Loading Data into Unfold

Unfold is generally agnostic to how you load your data. You only require a Matrix (channel x time) or 3D-Array(channel x time x epochs) and an event-dataframe.

Setup

using Unfold
using UnfoldMakie,CairoMakie
using PyMNE
using DataFrames

MNE Demo Dataset

The easiest way to showcase this is to simply use a demo-dataset from MNE.

limo_epochs = PyMNE.datasets.limo.load_data(subject=1,path="~/MNE/DATA",update_path=false)
limo_epochs

Now we can fit a simple Unfold model to it.

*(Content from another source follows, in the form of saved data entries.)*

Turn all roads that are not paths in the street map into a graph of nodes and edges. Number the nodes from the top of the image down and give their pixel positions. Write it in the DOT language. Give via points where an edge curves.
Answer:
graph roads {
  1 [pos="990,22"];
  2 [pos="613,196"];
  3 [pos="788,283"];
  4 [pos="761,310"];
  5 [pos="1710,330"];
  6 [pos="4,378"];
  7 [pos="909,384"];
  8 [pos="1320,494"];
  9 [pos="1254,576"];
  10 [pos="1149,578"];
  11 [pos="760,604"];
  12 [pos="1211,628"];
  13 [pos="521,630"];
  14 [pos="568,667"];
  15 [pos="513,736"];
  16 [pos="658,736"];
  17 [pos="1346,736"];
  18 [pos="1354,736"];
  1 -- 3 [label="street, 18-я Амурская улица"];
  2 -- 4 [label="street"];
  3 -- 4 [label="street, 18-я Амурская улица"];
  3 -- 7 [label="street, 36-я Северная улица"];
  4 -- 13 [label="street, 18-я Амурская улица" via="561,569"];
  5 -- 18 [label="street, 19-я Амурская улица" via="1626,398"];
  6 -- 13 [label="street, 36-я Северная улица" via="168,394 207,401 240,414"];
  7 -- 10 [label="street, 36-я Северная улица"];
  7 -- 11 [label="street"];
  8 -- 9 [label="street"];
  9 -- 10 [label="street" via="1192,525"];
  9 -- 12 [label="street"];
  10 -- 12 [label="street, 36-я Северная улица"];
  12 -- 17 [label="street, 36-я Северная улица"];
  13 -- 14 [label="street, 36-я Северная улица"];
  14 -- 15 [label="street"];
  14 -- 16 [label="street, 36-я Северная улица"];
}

First extract the data & convert it to Julia/Unfold requirements

data = limo_epochs.get_data(picks="B11")
data  = permutedims(data,[2,3,1]) # get into ch x times x epochs

function convert_pandas(df_pd)
      df= DataFrame()
    for col in df_pd.columns
        df[!, col] = getproperty(df_pd, col).values
    end
    return df
end
events = convert_pandas(limo_epochs.metadata)
rename!(events,2=>:coherence) # negative signs in formulas are not good ;)
events.face = string.(events.face) # ugly names, but fast

Next fit an Unfold Model

uf = fit(UnfoldModel,[Any=>(@formula(0~face+coherence),Float64.(limo_epochs.times))],events,data)
results = coeftable(uf)
plot_results(results)

Read some of your own data

We can make use of all PyMNE importer functions to load the data. Try it for your own data! Get starting with Unfold in no-time!

#eeglabdata = PyMNE.io.read_raw_eeglab("pathToEEGLabSet.set")

Contribute?

Some extra conversions are needed to import the data from PyMNE to Unfold (as shown above). We could try putting these in a wrapper function - do you want to tackle this challenge? Would be a great first contribution to the toolbox :-)